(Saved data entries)
_ _ _

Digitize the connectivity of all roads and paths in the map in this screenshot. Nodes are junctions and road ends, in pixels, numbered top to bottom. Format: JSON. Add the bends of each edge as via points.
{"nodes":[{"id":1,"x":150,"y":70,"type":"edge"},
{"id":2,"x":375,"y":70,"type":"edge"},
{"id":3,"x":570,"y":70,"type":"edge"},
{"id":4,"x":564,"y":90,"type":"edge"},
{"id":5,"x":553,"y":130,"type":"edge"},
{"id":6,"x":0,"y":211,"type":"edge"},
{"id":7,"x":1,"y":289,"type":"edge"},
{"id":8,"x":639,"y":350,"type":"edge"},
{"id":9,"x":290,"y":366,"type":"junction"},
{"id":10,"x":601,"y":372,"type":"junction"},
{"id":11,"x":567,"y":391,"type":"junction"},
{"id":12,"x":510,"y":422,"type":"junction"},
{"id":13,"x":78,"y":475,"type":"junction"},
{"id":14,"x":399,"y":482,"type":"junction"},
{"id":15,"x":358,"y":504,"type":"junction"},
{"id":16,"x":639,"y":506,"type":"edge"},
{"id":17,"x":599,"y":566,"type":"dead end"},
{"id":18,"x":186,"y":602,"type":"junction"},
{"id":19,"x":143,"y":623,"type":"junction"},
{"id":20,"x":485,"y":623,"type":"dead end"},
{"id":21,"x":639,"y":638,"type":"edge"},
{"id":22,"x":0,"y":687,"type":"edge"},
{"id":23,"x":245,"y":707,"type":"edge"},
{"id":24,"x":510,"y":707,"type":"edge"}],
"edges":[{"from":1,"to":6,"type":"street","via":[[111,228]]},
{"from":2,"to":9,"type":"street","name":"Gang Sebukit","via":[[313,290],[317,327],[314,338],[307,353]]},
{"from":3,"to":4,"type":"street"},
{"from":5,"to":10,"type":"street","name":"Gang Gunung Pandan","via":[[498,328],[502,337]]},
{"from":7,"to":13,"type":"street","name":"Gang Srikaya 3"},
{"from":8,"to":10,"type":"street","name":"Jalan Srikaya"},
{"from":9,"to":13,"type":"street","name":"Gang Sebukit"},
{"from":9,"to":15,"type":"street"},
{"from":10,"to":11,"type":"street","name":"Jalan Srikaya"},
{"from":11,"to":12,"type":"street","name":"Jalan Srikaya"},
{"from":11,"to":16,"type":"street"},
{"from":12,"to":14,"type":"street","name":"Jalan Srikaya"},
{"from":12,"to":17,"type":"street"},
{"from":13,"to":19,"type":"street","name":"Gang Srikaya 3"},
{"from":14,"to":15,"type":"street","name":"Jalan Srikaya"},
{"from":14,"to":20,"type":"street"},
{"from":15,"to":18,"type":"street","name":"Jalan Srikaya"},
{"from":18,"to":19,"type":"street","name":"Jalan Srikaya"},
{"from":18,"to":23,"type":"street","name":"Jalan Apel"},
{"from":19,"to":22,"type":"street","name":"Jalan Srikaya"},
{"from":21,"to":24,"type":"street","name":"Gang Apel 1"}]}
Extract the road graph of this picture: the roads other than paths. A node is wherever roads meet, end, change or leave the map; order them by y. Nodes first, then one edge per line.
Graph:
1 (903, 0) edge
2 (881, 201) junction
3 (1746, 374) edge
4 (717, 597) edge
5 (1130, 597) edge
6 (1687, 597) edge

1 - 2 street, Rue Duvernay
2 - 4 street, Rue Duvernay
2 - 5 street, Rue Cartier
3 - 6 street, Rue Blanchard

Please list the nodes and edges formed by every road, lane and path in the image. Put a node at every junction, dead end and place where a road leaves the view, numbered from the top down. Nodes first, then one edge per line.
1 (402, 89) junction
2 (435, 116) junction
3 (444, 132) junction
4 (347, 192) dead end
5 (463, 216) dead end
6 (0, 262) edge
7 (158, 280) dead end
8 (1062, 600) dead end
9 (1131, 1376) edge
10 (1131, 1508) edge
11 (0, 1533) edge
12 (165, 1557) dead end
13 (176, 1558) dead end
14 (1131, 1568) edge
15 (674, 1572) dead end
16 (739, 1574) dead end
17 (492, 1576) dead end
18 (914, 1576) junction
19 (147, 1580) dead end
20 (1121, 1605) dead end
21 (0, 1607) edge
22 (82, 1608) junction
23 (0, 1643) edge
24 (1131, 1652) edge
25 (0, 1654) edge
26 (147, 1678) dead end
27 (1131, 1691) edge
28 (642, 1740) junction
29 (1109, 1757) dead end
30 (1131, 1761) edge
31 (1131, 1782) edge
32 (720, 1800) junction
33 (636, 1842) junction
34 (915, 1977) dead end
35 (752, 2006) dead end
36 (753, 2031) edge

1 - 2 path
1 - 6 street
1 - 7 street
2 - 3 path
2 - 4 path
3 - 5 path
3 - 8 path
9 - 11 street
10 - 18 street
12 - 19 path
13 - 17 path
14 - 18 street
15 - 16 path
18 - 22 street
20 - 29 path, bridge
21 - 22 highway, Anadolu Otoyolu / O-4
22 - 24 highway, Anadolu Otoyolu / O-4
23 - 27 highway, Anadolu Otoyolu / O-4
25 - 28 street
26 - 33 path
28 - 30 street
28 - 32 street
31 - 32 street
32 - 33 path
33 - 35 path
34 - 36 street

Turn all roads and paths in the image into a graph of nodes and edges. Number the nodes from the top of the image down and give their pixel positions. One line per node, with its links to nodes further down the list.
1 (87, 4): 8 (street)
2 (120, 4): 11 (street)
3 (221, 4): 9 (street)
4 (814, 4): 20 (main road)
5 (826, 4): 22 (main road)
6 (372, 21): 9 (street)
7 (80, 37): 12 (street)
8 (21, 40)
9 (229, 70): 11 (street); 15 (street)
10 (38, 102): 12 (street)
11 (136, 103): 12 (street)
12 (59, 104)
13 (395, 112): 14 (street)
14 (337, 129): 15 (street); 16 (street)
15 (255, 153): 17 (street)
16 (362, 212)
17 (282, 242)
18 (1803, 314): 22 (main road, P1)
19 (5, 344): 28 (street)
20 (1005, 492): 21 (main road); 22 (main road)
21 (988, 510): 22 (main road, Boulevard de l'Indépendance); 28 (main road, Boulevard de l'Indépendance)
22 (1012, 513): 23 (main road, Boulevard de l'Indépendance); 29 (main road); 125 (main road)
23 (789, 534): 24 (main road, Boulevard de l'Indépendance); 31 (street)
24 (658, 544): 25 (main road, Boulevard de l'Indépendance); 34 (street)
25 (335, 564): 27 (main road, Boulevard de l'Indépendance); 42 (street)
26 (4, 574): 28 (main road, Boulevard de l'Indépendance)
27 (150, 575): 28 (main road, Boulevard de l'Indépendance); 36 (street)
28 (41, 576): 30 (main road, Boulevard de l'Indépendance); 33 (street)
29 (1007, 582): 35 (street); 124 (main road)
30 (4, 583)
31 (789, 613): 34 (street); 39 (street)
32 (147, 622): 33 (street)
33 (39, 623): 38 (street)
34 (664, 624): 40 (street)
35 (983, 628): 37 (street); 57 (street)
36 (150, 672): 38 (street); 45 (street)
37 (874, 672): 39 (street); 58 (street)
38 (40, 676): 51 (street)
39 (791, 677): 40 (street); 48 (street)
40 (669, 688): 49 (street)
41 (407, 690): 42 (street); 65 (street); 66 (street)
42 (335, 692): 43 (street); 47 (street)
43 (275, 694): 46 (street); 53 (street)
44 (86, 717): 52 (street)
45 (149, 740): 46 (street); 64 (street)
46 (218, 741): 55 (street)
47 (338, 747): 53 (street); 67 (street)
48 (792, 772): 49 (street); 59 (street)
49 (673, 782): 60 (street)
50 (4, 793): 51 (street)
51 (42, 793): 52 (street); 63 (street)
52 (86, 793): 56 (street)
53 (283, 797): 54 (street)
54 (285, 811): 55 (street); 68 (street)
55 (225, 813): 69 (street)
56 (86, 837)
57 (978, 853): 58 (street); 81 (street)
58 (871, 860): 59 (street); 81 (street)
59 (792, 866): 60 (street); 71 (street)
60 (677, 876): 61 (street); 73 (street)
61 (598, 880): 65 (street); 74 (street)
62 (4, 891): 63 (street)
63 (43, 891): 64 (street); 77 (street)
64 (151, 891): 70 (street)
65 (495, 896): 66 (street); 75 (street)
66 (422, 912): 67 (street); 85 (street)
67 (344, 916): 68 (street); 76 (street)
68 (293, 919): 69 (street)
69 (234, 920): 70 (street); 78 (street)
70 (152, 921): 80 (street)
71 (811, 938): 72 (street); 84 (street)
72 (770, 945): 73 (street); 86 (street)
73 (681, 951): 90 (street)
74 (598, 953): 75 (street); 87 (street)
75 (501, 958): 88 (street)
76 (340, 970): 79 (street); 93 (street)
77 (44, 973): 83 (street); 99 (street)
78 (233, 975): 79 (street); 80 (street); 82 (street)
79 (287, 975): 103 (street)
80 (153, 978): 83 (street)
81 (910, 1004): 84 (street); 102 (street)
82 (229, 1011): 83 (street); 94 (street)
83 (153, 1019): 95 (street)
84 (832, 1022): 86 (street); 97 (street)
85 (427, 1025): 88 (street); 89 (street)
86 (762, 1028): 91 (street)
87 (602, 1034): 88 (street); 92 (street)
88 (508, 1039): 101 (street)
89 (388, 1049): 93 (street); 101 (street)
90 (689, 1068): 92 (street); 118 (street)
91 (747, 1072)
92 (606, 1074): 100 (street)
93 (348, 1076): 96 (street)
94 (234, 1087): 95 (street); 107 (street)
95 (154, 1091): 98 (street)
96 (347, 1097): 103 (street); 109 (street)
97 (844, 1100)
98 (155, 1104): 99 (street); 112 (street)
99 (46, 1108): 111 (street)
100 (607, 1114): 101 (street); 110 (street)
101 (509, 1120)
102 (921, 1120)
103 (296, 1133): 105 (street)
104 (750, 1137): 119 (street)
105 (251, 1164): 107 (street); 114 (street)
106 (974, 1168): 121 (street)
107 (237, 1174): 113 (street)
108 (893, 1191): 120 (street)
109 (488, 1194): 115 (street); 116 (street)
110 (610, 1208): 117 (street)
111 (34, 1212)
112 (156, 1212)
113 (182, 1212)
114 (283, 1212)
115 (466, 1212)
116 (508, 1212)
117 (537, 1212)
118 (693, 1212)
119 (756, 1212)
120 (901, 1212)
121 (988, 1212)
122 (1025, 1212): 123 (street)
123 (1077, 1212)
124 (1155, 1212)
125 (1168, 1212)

_ _ _

Find every line of the data that includes the string "edges". Copy each of those lines.

## TASK ANSWER
"edges":[{"from":1,"to":6,"type":"street","via":[[111,228]]},
Please list the nodes and edges formed by every road, lane and path in the image. Put a node at every junction, dead end and place where a road leaves the view, numbered from the top down. Nodes first, then one edge per line.
Turn all roads and paths in the image into a graph of nodes and edges. Number the nodes from the top of the image down and give their pixel positions. One line per node, with its links to nodes further down the list.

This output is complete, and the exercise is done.